Découverts en 2017 dans l'une des sections parallèles du Festival de Cannes (la Quinzaine des Réalisateurs), Jonathan Milott et Cary Murnion nous avaient à cette époque, peu enthousiasmés. Bushwick, un film formellement ambitieux avec son faux plan-séquence, mais à l'histoire laissée pour compte afin d'offrir aux spectateurs une ride immersive et spectaculaire, mais dénuée d'intérêts émotionnels. Trois ans après, le duo de cinéastes nous revient seul derrière la caméra avec un film dont le genre semble avoir du mal à se renouveler. Genre aujourd'hui indépendant, le revenge movie est un registre que l'on pourrait qualifier comme : satisfaisant.

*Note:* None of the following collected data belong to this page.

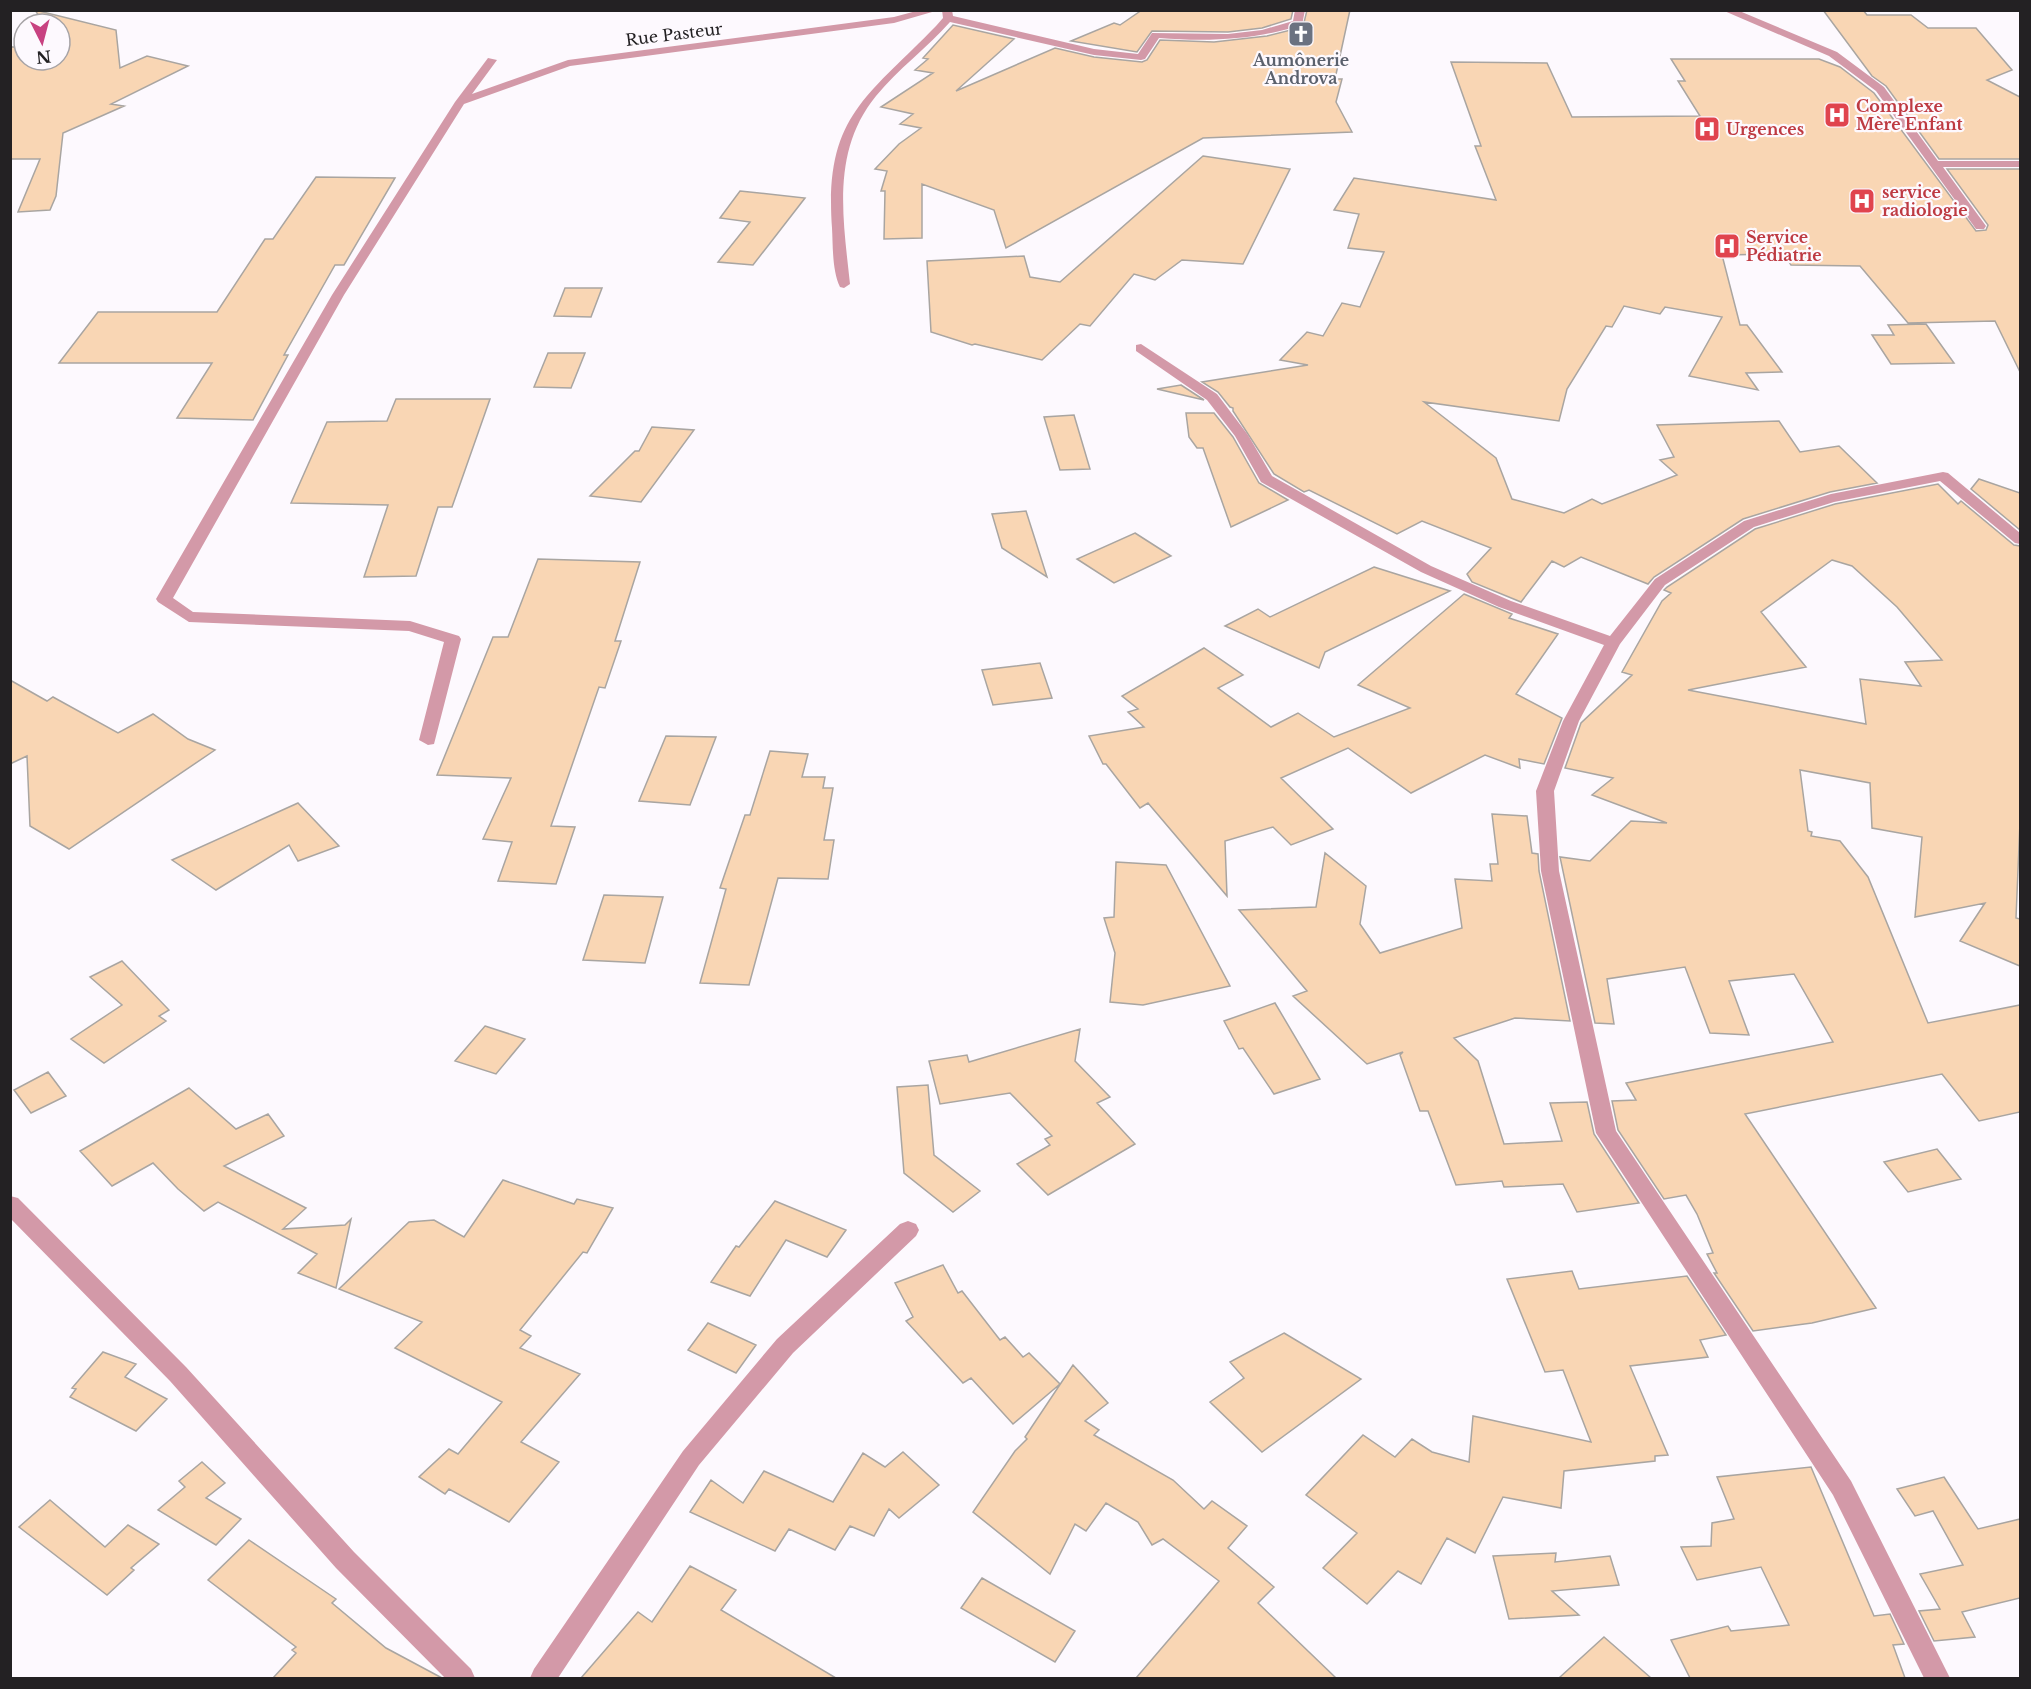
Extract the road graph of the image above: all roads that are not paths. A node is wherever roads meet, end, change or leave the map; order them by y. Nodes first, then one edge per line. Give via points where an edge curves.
1 (934, 10) edge
2 (1300, 10) edge
3 (1727, 10) edge
4 (947, 14) edge
5 (492, 60) dead end
6 (460, 102) junction
7 (1935, 164) junction
8 (2020, 164) edge
9 (1980, 226) dead end
10 (843, 284) dead end
11 (1141, 348) dead end
12 (2020, 540) edge
13 (1613, 643) junction
14 (428, 740) dead end
15 (10, 1204) edge
16 (908, 1230) dead end
17 (462, 1678) edge
18 (543, 1678) edge
19 (1938, 1678) edge

1 - 6 street, Rue Pasteur via 894,20 568,63
2 - 4 street via 1298,23 1268,33 1209,39 1156,35 1141,57 1094,52
3 - 7 street via 1833,54 1855,69 1880,89
4 - 10 street via 929,41 873,93 847,128 835,178
5 - 6 street
6 - 14 street via 338,295 164,599 189,617 410,626 453,639
7 - 8 street
7 - 9 street
11 - 13 street via 1212,397 1266,479 1426,569 1505,604
12 - 13 street via 1942,476 1831,498 1749,524 1660,582
13 - 19 street via 1571,721 1545,791 1551,871 1606,1133 1842,1488
15 - 17 street via 178,1374 345,1560
16 - 18 street via 785,1346 691,1458

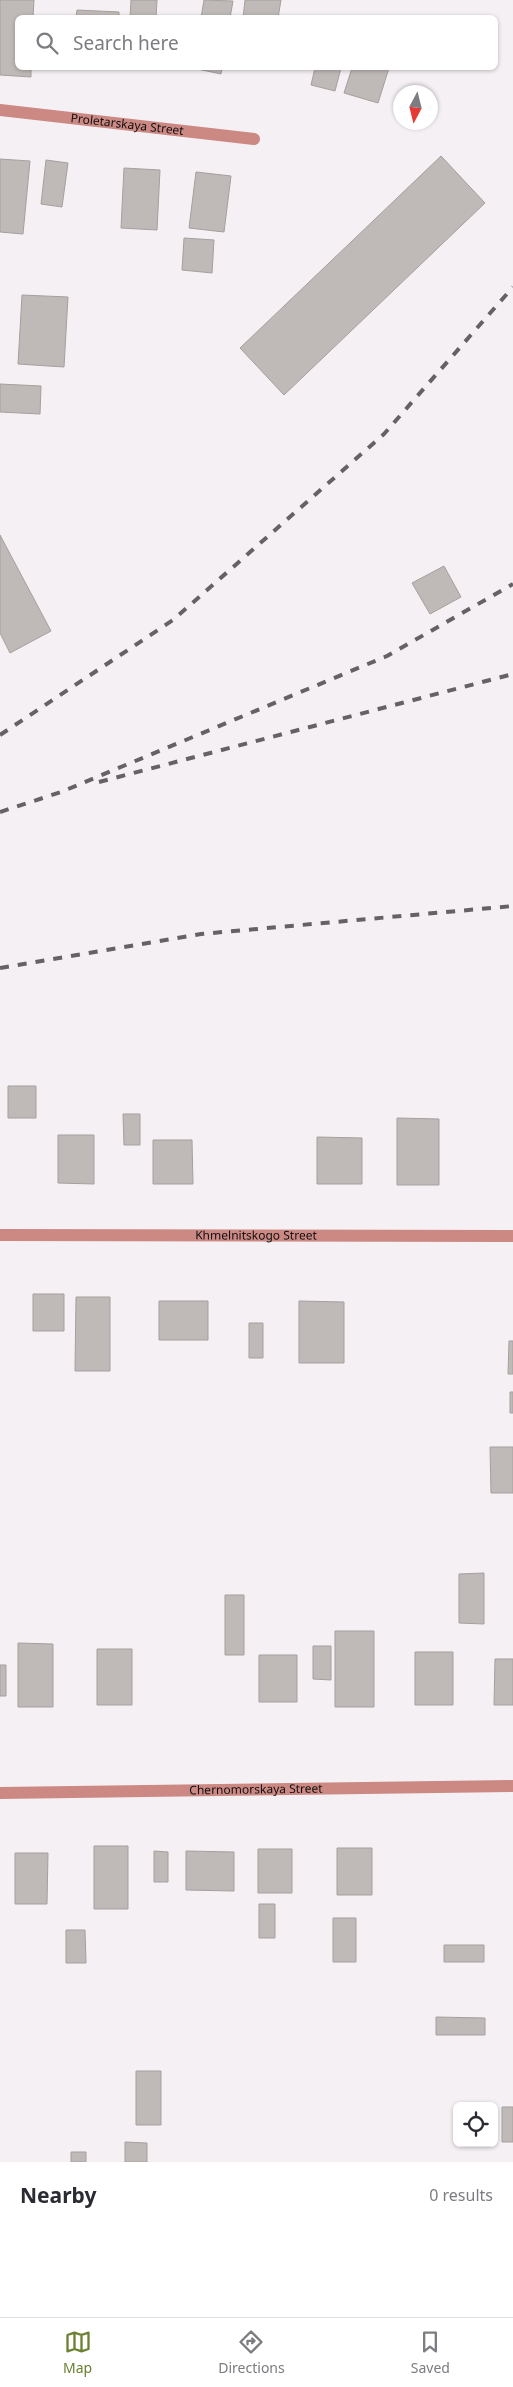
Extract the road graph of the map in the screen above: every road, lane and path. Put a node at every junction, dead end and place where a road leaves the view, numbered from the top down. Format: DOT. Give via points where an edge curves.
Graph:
graph roads {
  1 [pos="0,110"];
  2 [pos="254,138"];
  3 [pos="0,1236"];
  4 [pos="513,1236"];
  5 [pos="513,1786"];
  6 [pos="0,1793"];
  1 -- 2 [label="street, Proletarskaya Street"];
  3 -- 4 [label="street, Khmelnitskogo Street"];
  5 -- 6 [label="street, Chernomorskaya Street"];
}
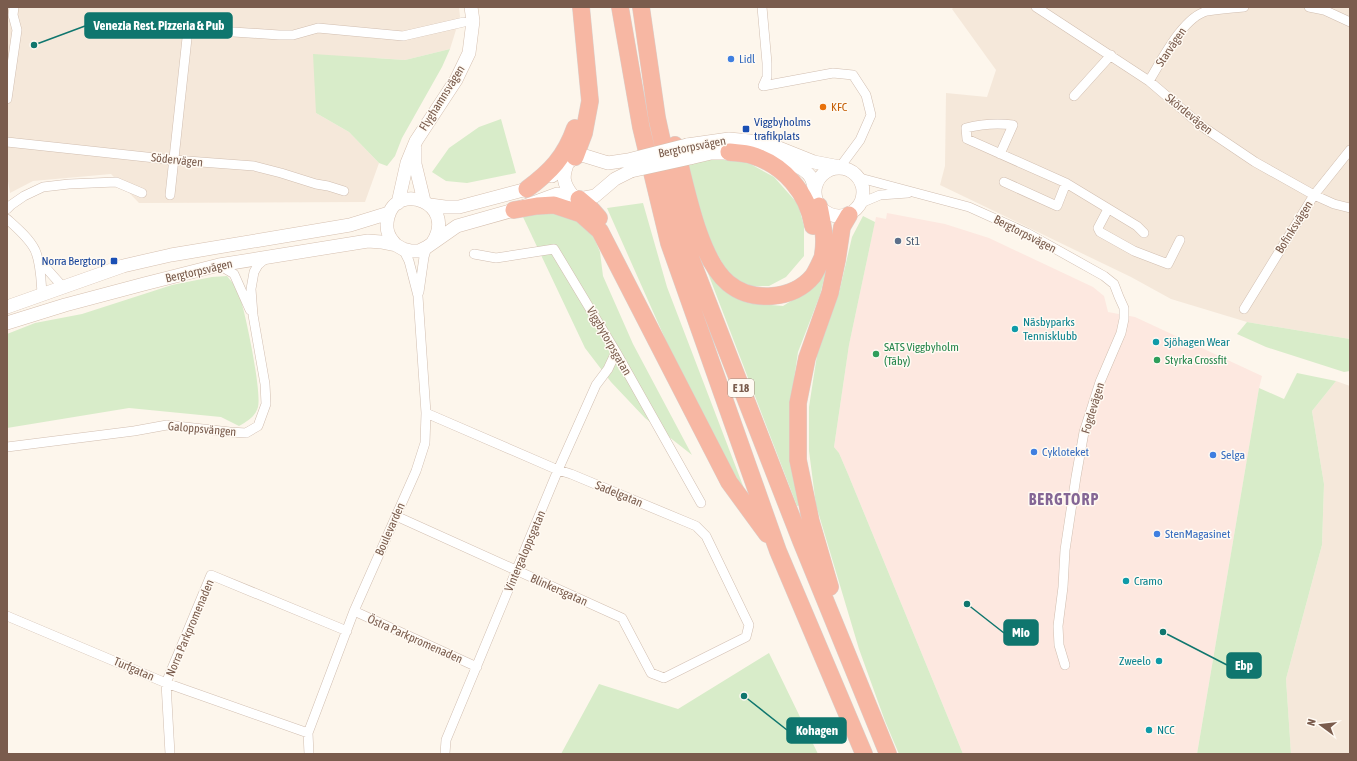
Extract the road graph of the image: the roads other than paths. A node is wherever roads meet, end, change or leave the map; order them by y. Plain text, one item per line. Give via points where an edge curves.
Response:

Un personnage laissé pour compte, qui a subi tout au long de sa vie, mais qui décide de se reprendre en main afin de laisser parler la rage qui sommeille en lui. Un registre majoritairement exploité par le cinéma de genre, mais que l'on a également déjà vu chez certaines majors plus populaires et visant un public familial. On parle évidemment de la 20th Century Fox (aujourd'hui chez Disney) et de leur indémodable Home Alone. Aussi connu en France sous le nom : Maman j'ai raté l'avion. Film aujourd'hui culte qui a su s'approprier les codes d'un genre a priori sanglant et inaccessible aux plus jeunes, afin d'en récupérer le sentiment de satisfaction et le rendre plaisant pour toute la famille. Becky, la version enragée de Home Alone.
Revenge movie et non des moindres, Becky s'empare de ce qui faisait le sel du film réalisé par Chris Colombus, afin de mettre en scène des scènes de meurtre toutes plus sanglantes les unes que les autres. Un film de genre tout ce qu'il y a de plus banal fondamentalement. Si l'on pense à Home Alone dans un premier temps, c'est bien évidemment, grâce ou à cause, de son personnage principal. Cœur de l'histoire, la jeune adolescente Becky est décrite aux spectateurs comme une adolescente qui n'a cessée de subir des drames (futiles comme conséquents, mais tous importants dans son développement émotionnel), sans ne rien pouvoir y faire. Subir la mort de sa mère, avant de subir les choix de son père qui cherche à avancer malgré tout. Une adolescente en colère, qui n'a jamais eu l'occasion de lâcher cette même colère.
De se défouler parce qu'elle avait l'occasion de le faire. Face à elle, va se dresser un homme : Dominick. Néonazi à la croix gammée sur l'arrière du crâne et qui n'éprouve aucun remord à tuer pour obtenir ce qu'il désire, Dominick est l'archétype même de l'antagoniste manichéen égocentré, qui ne croît que sa sainte parole. Personnage pas intéressant pour un sou. Caricatural et archétypal jusqu'à la moelle, mais qui va ici, devenir intéressant grâce au parallèle qui va être dressé entre lui et la jeune Becky. Et si, en assouvissant ses pulsions, en laissant parler sa colère et en faisant preuve d'une foi vengeresse, Becky prouvait qu'elle ne valait finalement pas mieux que ce Dominick. Questionnement intéressant, pertinent même, qu'aborde le film de manière sous-jacente et qui permet à l'actrice Lulu Wilson de faire évoluer son jeu tout au long du film.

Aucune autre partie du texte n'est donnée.